Astounded, I stood there just staring at this performance. My boss was right. This lady was into self inflicted mutilation. I crept out of the toilets feeling disturbed. I rang my boss.
“You were right sir. She’s scrubbing her graft off in the toilet”. He asked me to confront her. I suggested that he do it. By the time he arrived she was back on her bed . She had replaced the dressing.
“Oh! Dr Wells, something awful has happened, my ulcer feels sore and painful. Something isn’t right”.
She denied she’d done it, even when the sister and I told her we’d seen her do it. Whatever next! She was discharged and given an appointment for out patients and with the psychiatrists.
What was she going back to? A husband who was looking forward to a new life. What would he do? Why did she do it?
Old commentary
“Isn’t this hard to believe? It was for me and now it isn’t. Later Dr Wells told me, “This is a lot commoner than most of us might like to imagine. I often suspect this sort of thing is going on but can’t prove it.
I sat with him scratching the back of the right side of my head (inflicting a very minor wound to my scalp) trying to understand why anyone would do such a thing, This area on the back off my head years later became my picking stress spot. I couldn’t stop it. It was sort of automatic. One day I asked a medical mate to cut it out. That fixed it but there is still a small thickening there.

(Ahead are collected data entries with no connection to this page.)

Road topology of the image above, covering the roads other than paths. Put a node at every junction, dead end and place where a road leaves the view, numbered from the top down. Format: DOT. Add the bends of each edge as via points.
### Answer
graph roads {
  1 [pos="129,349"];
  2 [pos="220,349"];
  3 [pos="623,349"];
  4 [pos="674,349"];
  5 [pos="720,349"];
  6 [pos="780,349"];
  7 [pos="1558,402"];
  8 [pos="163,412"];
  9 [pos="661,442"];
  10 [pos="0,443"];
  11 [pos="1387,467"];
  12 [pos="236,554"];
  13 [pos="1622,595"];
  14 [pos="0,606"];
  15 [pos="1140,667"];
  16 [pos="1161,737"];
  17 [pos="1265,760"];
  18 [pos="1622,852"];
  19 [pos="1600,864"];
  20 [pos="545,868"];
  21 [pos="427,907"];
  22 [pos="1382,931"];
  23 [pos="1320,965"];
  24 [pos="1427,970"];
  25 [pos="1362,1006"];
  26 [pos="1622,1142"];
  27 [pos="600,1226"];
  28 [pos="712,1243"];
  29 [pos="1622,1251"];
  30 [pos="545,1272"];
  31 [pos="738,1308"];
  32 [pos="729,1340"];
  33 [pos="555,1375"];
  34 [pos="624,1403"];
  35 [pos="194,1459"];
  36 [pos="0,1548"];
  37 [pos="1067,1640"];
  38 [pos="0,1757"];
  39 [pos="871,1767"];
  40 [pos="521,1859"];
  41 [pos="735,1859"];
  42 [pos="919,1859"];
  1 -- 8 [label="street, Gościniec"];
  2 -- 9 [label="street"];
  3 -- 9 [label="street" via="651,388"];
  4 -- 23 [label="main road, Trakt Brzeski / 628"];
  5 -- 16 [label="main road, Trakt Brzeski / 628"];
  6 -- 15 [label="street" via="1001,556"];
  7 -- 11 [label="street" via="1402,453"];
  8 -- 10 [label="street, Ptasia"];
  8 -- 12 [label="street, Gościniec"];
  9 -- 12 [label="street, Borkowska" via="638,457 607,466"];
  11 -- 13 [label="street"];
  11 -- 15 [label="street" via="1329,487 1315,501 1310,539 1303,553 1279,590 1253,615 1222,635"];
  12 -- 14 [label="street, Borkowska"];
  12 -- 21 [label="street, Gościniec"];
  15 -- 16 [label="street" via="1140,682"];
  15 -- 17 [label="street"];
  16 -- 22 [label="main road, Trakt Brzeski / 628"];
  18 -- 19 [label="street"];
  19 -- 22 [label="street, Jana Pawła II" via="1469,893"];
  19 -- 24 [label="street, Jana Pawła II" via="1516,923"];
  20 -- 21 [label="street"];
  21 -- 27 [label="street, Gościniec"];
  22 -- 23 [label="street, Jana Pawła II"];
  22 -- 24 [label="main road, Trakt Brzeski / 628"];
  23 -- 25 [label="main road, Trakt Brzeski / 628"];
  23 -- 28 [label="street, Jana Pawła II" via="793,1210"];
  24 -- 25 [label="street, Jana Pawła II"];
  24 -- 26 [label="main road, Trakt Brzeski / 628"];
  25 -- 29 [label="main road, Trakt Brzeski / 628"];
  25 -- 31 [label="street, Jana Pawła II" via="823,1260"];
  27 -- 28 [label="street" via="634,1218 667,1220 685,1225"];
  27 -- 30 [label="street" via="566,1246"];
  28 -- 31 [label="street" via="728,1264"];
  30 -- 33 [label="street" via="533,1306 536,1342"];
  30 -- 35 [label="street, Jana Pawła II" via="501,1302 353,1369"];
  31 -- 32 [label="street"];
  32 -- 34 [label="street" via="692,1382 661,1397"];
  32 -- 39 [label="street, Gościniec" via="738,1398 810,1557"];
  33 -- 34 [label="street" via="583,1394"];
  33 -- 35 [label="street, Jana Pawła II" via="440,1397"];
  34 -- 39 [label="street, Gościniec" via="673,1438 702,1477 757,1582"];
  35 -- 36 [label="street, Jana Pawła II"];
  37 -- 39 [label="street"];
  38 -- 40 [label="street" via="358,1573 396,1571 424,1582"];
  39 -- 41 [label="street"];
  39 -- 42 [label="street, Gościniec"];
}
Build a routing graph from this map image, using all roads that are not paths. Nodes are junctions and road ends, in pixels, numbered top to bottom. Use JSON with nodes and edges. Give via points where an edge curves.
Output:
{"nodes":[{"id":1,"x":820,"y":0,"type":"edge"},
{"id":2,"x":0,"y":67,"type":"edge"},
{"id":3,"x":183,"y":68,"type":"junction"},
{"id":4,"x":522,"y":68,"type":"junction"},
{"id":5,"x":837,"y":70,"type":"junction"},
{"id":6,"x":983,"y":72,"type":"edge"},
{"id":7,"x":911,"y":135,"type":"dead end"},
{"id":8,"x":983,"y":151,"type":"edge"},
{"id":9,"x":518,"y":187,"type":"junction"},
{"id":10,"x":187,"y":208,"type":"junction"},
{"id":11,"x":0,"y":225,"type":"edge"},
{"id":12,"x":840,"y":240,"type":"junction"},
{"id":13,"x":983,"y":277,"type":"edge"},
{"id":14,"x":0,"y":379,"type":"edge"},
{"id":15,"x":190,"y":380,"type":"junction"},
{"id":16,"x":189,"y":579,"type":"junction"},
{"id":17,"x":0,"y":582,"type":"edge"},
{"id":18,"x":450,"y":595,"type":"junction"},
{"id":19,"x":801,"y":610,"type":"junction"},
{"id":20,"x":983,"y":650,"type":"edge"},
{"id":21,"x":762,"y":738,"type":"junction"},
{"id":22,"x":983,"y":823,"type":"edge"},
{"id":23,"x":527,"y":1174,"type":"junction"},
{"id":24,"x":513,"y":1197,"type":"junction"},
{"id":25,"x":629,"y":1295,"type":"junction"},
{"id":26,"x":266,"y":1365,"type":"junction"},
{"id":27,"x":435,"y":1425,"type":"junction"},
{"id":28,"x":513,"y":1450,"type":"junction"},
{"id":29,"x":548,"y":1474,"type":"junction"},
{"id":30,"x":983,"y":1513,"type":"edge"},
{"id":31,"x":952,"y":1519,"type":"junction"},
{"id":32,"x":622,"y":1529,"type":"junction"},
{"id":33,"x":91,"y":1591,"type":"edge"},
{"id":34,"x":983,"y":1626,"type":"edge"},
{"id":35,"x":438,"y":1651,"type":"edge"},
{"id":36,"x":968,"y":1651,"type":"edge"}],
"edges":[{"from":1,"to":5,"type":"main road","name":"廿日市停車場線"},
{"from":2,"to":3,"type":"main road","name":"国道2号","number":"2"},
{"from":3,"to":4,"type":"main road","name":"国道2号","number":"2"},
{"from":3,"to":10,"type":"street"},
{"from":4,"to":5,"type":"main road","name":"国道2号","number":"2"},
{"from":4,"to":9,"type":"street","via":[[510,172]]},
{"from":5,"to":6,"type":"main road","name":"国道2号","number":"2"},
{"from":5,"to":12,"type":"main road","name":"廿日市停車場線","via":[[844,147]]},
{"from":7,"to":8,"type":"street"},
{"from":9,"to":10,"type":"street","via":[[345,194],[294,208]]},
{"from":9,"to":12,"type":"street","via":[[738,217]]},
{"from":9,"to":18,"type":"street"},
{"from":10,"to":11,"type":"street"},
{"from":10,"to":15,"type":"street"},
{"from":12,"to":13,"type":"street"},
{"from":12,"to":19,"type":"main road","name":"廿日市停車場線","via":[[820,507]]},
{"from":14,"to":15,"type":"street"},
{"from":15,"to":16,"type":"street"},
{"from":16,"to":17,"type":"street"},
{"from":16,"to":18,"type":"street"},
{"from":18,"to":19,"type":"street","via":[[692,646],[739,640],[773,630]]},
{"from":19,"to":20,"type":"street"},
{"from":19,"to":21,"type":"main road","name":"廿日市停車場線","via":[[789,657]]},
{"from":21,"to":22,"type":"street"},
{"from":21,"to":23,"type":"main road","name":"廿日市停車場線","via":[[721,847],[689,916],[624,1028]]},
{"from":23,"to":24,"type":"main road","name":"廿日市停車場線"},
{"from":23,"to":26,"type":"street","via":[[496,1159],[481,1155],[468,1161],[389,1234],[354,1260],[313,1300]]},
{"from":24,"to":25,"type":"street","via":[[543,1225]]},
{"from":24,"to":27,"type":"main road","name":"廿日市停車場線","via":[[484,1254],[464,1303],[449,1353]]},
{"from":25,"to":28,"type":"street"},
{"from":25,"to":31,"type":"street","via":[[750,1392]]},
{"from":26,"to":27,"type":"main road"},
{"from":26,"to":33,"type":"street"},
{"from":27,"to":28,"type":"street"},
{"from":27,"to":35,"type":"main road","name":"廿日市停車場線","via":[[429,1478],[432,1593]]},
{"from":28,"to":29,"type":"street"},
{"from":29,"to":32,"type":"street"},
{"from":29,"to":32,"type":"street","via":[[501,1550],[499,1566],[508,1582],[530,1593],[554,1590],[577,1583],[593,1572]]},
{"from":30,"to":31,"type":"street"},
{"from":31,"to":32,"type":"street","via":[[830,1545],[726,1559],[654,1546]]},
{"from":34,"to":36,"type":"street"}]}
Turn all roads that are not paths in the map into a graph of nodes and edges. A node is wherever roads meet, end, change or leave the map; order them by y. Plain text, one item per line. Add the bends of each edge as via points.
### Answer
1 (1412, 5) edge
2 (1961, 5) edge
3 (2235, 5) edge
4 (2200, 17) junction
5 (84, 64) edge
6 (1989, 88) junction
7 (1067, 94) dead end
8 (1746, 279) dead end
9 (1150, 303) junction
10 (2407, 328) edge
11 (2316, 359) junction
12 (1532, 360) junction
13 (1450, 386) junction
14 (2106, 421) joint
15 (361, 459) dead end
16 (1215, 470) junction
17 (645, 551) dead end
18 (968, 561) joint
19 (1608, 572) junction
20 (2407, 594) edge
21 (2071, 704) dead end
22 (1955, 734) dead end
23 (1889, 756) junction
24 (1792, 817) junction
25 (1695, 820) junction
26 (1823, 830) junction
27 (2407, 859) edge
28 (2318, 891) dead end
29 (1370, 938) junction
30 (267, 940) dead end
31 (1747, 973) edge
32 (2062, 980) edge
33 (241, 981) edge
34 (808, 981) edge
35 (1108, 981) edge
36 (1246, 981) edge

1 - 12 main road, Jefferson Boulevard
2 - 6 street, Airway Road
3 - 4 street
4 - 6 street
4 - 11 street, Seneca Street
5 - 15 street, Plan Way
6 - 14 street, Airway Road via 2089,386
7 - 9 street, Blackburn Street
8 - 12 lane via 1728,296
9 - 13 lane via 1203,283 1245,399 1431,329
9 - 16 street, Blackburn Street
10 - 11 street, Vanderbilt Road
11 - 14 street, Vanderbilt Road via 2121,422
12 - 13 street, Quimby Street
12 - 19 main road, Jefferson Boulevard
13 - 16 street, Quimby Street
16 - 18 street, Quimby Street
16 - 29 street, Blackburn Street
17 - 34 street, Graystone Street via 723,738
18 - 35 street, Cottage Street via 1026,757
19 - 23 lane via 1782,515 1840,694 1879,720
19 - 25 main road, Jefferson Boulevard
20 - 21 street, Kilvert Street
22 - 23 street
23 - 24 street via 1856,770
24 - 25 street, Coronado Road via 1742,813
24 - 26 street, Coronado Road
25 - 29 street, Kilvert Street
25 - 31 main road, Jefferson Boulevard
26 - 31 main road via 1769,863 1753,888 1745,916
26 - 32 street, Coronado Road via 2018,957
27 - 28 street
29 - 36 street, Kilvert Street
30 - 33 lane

“I’ll tell you what”, Dr Wells continued. “You are in for many more surprises”.
“Like what”? I enquired.
“Well, you are having a hard enough job believing what you have just seen with your own eyes. You may have to start believing what you suspect without proof. You may come to realise that a lot of ill health is sort of self-inflicted or maintained and not only in the way that this woman is doing it. You’ll see.
“Oh come on sir. You’re teasing me.”
“Well, I can’t prove it but I am sure some ‘illnesses serve various functions for people that they have lost sight of. Let’s say you’re angry with someone and you don’t deal with it. You suppress this anger and forget it. The things that made you angry persist. Well, just maybe, you end up damaging yourself. In effect, you turn the anger in on yourself. I am sure a lot of symptoms have this kind of thing behind them”.
“Sounds a bit far fetched to me”. I didn’t say that I thought he was off his rocker. I forgot all about this conversation until about eight years later. Now I am convinced he is right and I can’t prove it.
2019
Who knows what was going on behind closed doors in this family. We humans can get up to some nasty stuff with each other. The dam builds and the life force ends up distorted. Its distorted form ends up destroying the joy and wonder of the love that was once there. To what extent is ill-health or even illness a consequence? To what extent are we not listening to the whispers, shouts and screams as the life force tries to get through.
I have some advice for we men and you women.
Not too many years ago a husband and wife team were consulting me together. He kept calling her mum and referring to her for answers to my questions to him, mum this and mum that. I remember thinking I wish he’d stop calling her mum.
A little while later he came in for a minor accident. While stitching him up her started to talk about his impotence. I had a powerful impulse to tell him what I was thinking but thought better of it and suggested he come back another day, so we could look into his impotence.
What I wanted to say to him was this. You refer to your wife as mum. You are not supposed to fuck your mother. You refer to her all the time for answers to questions directed at you. As a child you are not supposed to fuck your mother either. You need to grow up. Probably a good idea I kept my mouth shut.
My advice to men – don’t call your wife mum.
My advice to women – tell your man to stop calling you mum, even if you kind of like it – know you have him under your thumb.